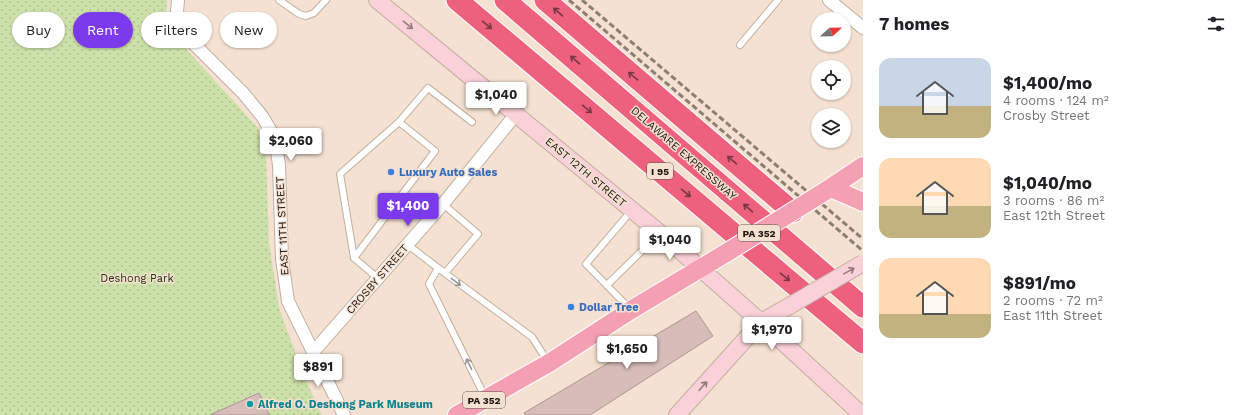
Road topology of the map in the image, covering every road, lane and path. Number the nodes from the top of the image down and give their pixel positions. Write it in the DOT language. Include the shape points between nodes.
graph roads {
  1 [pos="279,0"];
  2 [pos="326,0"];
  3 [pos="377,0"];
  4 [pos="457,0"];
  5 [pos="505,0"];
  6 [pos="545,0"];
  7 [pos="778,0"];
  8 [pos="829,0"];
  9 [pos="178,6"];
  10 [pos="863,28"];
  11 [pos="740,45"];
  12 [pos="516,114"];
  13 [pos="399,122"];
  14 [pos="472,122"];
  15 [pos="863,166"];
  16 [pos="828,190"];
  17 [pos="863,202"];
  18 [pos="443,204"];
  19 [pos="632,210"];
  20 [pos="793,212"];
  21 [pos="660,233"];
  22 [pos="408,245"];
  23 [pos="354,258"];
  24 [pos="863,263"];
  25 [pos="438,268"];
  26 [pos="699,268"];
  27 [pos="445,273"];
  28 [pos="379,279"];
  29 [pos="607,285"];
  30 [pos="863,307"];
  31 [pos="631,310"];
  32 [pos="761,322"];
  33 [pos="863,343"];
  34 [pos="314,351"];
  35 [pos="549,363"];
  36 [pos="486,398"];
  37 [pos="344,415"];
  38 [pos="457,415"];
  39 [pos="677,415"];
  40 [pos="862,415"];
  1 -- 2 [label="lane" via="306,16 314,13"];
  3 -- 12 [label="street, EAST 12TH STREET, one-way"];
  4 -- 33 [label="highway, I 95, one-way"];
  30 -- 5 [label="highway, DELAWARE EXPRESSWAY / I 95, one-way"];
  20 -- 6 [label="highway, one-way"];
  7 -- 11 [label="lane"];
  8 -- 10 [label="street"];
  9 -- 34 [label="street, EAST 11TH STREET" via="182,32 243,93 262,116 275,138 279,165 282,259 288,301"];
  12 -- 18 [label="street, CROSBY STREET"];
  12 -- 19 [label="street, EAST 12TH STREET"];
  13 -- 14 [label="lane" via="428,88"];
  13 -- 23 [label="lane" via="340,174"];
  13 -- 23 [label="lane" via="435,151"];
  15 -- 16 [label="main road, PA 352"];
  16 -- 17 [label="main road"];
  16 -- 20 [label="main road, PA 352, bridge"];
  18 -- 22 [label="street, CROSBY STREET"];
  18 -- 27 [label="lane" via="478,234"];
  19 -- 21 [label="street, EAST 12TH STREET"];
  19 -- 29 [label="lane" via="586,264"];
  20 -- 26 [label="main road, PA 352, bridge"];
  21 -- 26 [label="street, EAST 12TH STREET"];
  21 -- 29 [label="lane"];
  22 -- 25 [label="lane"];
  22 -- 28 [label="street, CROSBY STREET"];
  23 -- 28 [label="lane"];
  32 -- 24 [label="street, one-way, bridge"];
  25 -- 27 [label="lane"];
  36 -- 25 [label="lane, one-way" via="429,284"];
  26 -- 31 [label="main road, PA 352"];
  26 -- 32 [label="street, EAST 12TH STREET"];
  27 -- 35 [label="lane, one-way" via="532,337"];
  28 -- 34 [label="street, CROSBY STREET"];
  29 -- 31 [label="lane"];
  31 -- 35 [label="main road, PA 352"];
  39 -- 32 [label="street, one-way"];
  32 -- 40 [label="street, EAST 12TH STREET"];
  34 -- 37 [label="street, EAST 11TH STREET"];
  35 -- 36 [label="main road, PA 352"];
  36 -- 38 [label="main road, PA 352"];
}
********
What to do:
For this exercise, transcribe the entries above exactly, without any pictures.

Written response:
Road topology of the map in the image, covering every road, lane and path. Number the nodes from the top of the image down and give their pixel positions. Write it in the DOT language. Include the shape points between nodes.
graph roads {
  1 [pos="279,0"];
  2 [pos="326,0"];
  3 [pos="377,0"];
  4 [pos="457,0"];
  5 [pos="505,0"];
  6 [pos="545,0"];
  7 [pos="778,0"];
  8 [pos="829,0"];
  9 [pos="178,6"];
  10 [pos="863,28"];
  11 [pos="740,45"];
  12 [pos="516,114"];
  13 [pos="399,122"];
  14 [pos="472,122"];
  15 [pos="863,166"];
  16 [pos="828,190"];
  17 [pos="863,202"];
  18 [pos="443,204"];
  19 [pos="632,210"];
  20 [pos="793,212"];
  21 [pos="660,233"];
  22 [pos="408,245"];
  23 [pos="354,258"];
  24 [pos="863,263"];
  25 [pos="438,268"];
  26 [pos="699,268"];
  27 [pos="445,273"];
  28 [pos="379,279"];
  29 [pos="607,285"];
  30 [pos="863,307"];
  31 [pos="631,310"];
  32 [pos="761,322"];
  33 [pos="863,343"];
  34 [pos="314,351"];
  35 [pos="549,363"];
  36 [pos="486,398"];
  37 [pos="344,415"];
  38 [pos="457,415"];
  39 [pos="677,415"];
  40 [pos="862,415"];
  1 -- 2 [label="lane" via="306,16 314,13"];
  3 -- 12 [label="street, EAST 12TH STREET, one-way"];
  4 -- 33 [label="highway, I 95, one-way"];
  30 -- 5 [label="highway, DELAWARE EXPRESSWAY / I 95, one-way"];
  20 -- 6 [label="highway, one-way"];
  7 -- 11 [label="lane"];
  8 -- 10 [label="street"];
  9 -- 34 [label="street, EAST 11TH STREET" via="182,32 243,93 262,116 275,138 279,165 282,259 288,301"];
  12 -- 18 [label="street, CROSBY STREET"];
  12 -- 19 [label="street, EAST 12TH STREET"];
  13 -- 14 [label="lane" via="428,88"];
  13 -- 23 [label="lane" via="340,174"];
  13 -- 23 [label="lane" via="435,151"];
  15 -- 16 [label="main road, PA 352"];
  16 -- 17 [label="main road"];
  16 -- 20 [label="main road, PA 352, bridge"];
  18 -- 22 [label="street, CROSBY STREET"];
  18 -- 27 [label="lane" via="478,234"];
  19 -- 21 [label="street, EAST 12TH STREET"];
  19 -- 29 [label="lane" via="586,264"];
  20 -- 26 [label="main road, PA 352, bridge"];
  21 -- 26 [label="street, EAST 12TH STREET"];
  21 -- 29 [label="lane"];
  22 -- 25 [label="lane"];
  22 -- 28 [label="street, CROSBY STREET"];
  23 -- 28 [label="lane"];
  32 -- 24 [label="street, one-way, bridge"];
  25 -- 27 [label="lane"];
  36 -- 25 [label="lane, one-way" via="429,284"];
  26 -- 31 [label="main road, PA 352"];
  26 -- 32 [label="street, EAST 12TH STREET"];
  27 -- 35 [label="lane, one-way" via="532,337"];
  28 -- 34 [label="street, CROSBY STREET"];
  29 -- 31 [label="lane"];
  31 -- 35 [label="main road, PA 352"];
  39 -- 32 [label="street, one-way"];
  32 -- 40 [label="street, EAST 12TH STREET"];
  34 -- 37 [label="street, EAST 11TH STREET"];
  35 -- 36 [label="main road, PA 352"];
  36 -- 38 [label="main road, PA 352"];
}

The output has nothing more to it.